124 See e.g. Weisbrot, 2002, p. 16; Raja, 2001, p. 14.

125 See article IX.1 of the WTO Agreement.

126 It should be noted that the Ministerial Conference rejected proposed language (“Desiring to clarify the provisions of the TRIPS Agreement, while preserving the rights and obligations of Members under the Agreement”) that would have suggested that the Declaration would only clarify provisions of the TRIPS Agreement.

A “declaration” has no specific legal status in the framework of WTO law127; it is not strictly an authoritative interpretation in terms of Article IX.2 of the Marrakesh Agreement Establishing the WTO. However, given the content and mode of approval of the Doha Declaration, it can be argued that it has the same effects as an authoritative interpretation. In particular, in providing an agreed understanding on certain aspects of the TRIPS Agreement in paragraph 5, Members have created a binding precedent for future panels and Appellate Body reports. According to the European Commission,

“in the case of disputes (e.g. in the context of WTO dispute settlement procedures) Members can avail themselves of the comfort provided by this Declaration.
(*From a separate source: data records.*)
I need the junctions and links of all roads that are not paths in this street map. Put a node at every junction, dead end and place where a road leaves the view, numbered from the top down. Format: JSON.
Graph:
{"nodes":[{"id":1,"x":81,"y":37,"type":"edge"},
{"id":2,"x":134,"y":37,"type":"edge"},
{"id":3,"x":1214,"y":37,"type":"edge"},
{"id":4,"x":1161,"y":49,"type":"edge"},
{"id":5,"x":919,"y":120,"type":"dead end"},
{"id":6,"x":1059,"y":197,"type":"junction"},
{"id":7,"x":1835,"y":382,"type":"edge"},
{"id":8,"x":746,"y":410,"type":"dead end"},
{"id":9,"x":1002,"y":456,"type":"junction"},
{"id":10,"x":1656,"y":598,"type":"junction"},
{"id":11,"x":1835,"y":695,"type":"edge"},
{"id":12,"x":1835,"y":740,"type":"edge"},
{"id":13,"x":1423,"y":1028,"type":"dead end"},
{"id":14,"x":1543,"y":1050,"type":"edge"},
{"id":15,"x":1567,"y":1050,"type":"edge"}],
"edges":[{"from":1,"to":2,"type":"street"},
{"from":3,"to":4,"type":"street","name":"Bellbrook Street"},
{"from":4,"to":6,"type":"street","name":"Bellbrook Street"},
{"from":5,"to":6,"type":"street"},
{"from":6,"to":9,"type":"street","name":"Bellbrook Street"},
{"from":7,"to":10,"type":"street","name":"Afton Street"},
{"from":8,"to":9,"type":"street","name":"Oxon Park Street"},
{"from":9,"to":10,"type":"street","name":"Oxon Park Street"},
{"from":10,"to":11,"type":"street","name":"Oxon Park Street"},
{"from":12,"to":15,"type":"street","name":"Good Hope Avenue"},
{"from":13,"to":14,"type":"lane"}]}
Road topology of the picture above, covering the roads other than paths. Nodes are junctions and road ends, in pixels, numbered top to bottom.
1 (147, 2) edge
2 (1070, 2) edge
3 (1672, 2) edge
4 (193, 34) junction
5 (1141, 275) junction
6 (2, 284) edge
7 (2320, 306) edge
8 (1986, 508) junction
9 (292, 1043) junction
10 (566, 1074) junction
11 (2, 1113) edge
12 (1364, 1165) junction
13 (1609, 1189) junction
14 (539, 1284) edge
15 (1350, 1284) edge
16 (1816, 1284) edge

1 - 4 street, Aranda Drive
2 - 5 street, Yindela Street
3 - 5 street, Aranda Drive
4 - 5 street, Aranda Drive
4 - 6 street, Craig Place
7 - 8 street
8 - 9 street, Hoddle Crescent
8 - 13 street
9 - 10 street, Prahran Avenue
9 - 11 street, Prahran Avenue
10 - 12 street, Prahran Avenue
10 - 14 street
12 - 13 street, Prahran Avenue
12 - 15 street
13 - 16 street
Panelists are likely to take account of the provisions of the TRIPS Agreement themselves as well as of this complementary Declaration, which, although it was not meant to affect Members’ rights and obligations, expresses the Members’ views and intentions. Hence, the Declaration is part of the context of the TRIPS Agreement, which, according to the rules of treaty interpretation, has to be taken into account when interpreting the Agreement”128.

127 The WTO adopted several “declarations” prior to the document examined here: “Declaration on the Contribution of The World Trade Organization to Achieving Greater Coherence In Global Economic Policymaking”; “Declaration on the Relationship of the World Trade Organization with the International Monetary Fund”; “Declaration on the Dispute Settlement Pursuant to the Agreement on Implementation of Article VI of the General Agreement on Tariffs and Trade 1994 or Part V of the Agreement on Subsidies and Countervailing Measures”.

128 European Commission, 2001, p. 2. Se also Vandoren (2002), who notes that “the Declaration provides comfort to Members in the case of disputes...A Member whose legislation is being challenged by another Member because of alleged incompatibility with the TRIPS Agreement can refer to the contents of this Declaration in support of the measures under dispute, where relevant...and panelists are likely to take account of this complementary Declaration as well as the provisions of the TRIPS Agreement in their decisions” (p. 8).

Moreover, the Declaration can be regarded as a “subsequent agreement” between the parties regarding the interpretation of a treaty or the application of its provisions, under Article 31.3 (a) of the Vienna Convention on the Law of the Treaties.

Any WTO Member could bring a complaint under the DSU on issues covered by the Doha Declaration129, and it would be theoretically possible for a panel or the Appellate Body to find an inconsistency between the Doha Declaration and the TRIPS Agreement itself. This is unlikely, however, since in adopting the Declaration, Members have exercised their exclusive competence to interpret a WTO agreement130, and it would be extremely difficult to challenge the adopted interpretation.

129 See Gillespie-White, 2001.

130 Panels and the Appellate Body can only “clarify” the provisions of the WTO agreements; they “cannot add or diminish the rights and obligations provided in the covered agreements” (article 3.2 of the Dispute Settlement Understanding).

It should be stressed, however, as mentioned above, that the Doha Declaration is not self-executing and both developed and developing countries should adopt the legal amendments necessary to implement it. Developing countries, in particular, should ensure that they are using to the full extent possible the flexibilities allowed by the TRIPS Agreement to protect public health and facilitate access to health care by all.